Pose estimation data
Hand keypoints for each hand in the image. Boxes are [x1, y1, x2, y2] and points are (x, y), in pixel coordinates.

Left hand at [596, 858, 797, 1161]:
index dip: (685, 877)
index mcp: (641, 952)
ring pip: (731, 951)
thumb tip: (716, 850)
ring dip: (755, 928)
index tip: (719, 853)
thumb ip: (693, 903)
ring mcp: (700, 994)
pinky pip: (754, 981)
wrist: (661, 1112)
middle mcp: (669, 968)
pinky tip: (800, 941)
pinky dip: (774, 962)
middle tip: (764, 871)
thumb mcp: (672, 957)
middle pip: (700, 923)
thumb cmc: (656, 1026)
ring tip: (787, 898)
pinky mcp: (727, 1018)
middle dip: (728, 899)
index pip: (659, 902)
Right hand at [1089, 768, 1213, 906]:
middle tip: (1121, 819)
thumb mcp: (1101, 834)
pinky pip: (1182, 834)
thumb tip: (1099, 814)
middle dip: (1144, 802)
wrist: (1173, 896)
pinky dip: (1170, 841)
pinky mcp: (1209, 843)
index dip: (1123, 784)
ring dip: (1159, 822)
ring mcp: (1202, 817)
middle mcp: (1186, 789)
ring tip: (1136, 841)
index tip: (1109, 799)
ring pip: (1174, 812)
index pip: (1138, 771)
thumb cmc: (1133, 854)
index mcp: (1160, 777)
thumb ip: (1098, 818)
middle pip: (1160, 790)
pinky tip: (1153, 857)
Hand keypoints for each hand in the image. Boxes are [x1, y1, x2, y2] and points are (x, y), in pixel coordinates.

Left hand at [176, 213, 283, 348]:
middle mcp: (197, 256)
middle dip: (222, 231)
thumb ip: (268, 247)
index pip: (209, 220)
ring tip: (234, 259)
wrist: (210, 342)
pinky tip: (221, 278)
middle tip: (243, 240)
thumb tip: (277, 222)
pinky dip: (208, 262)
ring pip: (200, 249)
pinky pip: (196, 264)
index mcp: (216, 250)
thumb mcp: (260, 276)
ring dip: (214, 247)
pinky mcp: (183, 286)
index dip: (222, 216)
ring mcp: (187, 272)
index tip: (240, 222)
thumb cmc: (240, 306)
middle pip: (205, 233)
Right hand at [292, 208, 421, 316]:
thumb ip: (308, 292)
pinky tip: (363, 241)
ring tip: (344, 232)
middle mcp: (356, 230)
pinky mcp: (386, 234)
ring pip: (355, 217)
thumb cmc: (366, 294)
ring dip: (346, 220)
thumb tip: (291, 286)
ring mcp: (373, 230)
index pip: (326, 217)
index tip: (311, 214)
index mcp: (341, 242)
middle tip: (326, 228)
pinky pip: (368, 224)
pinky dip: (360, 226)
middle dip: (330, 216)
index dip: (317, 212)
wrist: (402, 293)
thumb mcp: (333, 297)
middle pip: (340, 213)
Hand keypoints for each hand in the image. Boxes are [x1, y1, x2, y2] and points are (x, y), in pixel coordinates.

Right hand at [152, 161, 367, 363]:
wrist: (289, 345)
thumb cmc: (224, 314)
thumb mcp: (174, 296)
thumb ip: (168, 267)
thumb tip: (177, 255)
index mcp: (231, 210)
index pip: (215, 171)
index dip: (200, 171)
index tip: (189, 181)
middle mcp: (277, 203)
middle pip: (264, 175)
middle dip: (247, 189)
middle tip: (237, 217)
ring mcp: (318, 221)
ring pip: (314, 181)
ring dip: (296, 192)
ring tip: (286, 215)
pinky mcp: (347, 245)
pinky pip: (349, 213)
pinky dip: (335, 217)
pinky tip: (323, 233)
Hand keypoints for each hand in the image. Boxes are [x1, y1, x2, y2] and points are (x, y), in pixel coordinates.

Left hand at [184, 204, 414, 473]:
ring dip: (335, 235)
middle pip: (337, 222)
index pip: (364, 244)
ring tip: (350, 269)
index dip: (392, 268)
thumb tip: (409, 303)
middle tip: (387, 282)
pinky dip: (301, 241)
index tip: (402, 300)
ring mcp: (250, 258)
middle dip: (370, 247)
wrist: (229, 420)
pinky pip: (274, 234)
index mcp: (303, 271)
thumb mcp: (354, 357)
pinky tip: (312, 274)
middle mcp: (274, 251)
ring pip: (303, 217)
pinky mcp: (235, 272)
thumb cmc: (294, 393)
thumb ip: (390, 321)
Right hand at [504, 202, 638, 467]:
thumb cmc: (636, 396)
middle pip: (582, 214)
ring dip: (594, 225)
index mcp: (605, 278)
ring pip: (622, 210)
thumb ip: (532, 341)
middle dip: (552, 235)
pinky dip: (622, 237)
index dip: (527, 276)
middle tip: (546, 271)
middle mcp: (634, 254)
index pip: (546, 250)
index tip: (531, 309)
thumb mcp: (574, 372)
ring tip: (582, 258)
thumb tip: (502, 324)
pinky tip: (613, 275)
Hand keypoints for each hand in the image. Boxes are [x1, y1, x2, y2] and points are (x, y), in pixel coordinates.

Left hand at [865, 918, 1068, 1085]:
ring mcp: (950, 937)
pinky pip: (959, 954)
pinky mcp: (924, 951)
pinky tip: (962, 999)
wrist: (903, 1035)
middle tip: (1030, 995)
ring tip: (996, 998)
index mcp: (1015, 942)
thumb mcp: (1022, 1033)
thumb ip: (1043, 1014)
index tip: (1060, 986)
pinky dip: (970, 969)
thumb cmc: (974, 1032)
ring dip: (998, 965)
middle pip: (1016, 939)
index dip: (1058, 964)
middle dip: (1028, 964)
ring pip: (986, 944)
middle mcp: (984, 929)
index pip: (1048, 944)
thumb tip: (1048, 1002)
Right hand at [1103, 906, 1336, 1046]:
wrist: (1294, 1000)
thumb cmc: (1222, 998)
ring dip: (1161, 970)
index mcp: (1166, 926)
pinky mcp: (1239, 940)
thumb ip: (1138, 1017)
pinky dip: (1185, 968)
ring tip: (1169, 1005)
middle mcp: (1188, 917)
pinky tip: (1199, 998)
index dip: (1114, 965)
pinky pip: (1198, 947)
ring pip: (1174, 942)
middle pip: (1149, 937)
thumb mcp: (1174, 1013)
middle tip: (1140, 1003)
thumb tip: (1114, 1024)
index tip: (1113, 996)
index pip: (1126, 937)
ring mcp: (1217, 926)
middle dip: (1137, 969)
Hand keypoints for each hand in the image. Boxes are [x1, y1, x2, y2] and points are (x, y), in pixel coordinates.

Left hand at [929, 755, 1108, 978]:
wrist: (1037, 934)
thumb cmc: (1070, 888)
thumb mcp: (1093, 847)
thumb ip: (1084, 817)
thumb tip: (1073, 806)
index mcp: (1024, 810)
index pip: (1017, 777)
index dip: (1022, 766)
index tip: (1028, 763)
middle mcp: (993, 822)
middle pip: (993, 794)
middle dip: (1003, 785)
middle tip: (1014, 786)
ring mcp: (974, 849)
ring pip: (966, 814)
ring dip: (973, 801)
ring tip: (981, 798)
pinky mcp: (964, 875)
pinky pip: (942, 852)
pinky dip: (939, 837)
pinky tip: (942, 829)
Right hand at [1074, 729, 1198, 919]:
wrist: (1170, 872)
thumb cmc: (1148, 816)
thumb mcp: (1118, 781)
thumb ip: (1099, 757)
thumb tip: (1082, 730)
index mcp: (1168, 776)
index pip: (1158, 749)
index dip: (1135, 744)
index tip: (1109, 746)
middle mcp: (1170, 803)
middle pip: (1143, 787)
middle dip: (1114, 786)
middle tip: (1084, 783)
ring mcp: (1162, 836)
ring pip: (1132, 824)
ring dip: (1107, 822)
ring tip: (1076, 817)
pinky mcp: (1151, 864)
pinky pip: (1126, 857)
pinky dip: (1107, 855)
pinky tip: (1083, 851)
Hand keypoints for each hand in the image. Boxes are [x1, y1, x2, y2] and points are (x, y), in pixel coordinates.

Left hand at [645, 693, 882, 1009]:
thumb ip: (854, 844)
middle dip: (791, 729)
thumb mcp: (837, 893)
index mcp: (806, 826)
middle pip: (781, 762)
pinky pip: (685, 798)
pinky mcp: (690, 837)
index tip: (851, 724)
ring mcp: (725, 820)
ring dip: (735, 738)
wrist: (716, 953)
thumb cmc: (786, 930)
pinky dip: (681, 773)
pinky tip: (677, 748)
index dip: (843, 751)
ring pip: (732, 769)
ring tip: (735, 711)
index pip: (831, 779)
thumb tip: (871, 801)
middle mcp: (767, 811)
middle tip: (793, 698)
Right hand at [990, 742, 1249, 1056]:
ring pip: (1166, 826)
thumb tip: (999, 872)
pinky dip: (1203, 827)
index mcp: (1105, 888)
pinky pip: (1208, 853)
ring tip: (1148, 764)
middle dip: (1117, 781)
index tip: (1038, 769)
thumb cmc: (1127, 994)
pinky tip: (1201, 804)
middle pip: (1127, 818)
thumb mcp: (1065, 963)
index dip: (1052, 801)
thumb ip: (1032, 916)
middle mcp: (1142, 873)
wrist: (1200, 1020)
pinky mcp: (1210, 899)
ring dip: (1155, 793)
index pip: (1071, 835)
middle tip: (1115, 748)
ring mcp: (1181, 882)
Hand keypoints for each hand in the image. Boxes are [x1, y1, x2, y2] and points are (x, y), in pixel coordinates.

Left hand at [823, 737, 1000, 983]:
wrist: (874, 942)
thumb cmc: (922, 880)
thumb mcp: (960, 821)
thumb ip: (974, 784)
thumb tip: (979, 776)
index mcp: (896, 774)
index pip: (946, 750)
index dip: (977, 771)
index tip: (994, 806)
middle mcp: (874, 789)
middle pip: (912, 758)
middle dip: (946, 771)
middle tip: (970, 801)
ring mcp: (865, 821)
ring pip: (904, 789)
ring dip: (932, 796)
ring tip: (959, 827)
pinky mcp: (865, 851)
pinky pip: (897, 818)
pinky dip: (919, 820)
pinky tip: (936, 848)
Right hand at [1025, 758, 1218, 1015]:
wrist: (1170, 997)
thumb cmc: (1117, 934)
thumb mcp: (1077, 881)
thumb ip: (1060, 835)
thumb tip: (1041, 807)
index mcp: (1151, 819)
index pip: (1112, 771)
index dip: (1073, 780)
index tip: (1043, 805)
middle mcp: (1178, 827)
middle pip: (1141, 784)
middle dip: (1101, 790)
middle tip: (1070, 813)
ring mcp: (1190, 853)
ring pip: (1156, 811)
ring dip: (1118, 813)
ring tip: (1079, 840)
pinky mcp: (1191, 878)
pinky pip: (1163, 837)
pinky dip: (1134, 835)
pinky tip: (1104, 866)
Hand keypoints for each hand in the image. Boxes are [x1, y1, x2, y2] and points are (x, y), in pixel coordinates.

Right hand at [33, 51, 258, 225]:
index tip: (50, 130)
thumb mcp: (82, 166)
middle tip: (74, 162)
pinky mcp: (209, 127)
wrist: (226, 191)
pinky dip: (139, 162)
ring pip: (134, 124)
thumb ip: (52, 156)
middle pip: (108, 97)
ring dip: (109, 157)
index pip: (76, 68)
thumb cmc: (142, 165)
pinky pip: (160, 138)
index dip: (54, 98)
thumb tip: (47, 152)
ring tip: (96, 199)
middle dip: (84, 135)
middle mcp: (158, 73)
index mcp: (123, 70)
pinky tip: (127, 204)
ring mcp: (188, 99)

§ **Problem statement**
From the first line of the records above to the line that contains "index pip: (659, 902)", quote each line exactly.

§ **Response to this task**
Hand keypoints for each hand in the image. Boxes are [x1, y1, x2, y2] and points are (x, y), in pixel coordinates.

Left hand at [596, 858, 797, 1161]:
index dip: (685, 877)
index mcp: (641, 952)
ring pip: (731, 951)
thumb tip: (716, 850)
ring dip: (755, 928)
index tip: (719, 853)
thumb ip: (693, 903)
ring mcp: (700, 994)
pinky pip: (754, 981)
wrist: (661, 1112)
middle mcp: (669, 968)
pinky tip: (800, 941)
pinky dip: (774, 962)
middle tip: (764, 871)
thumb mcp: (672, 957)
middle pip: (700, 923)
thumb cmc: (656, 1026)
ring tip: (787, 898)
pinky mcp: (727, 1018)
middle dip: (728, 899)
index pip: (659, 902)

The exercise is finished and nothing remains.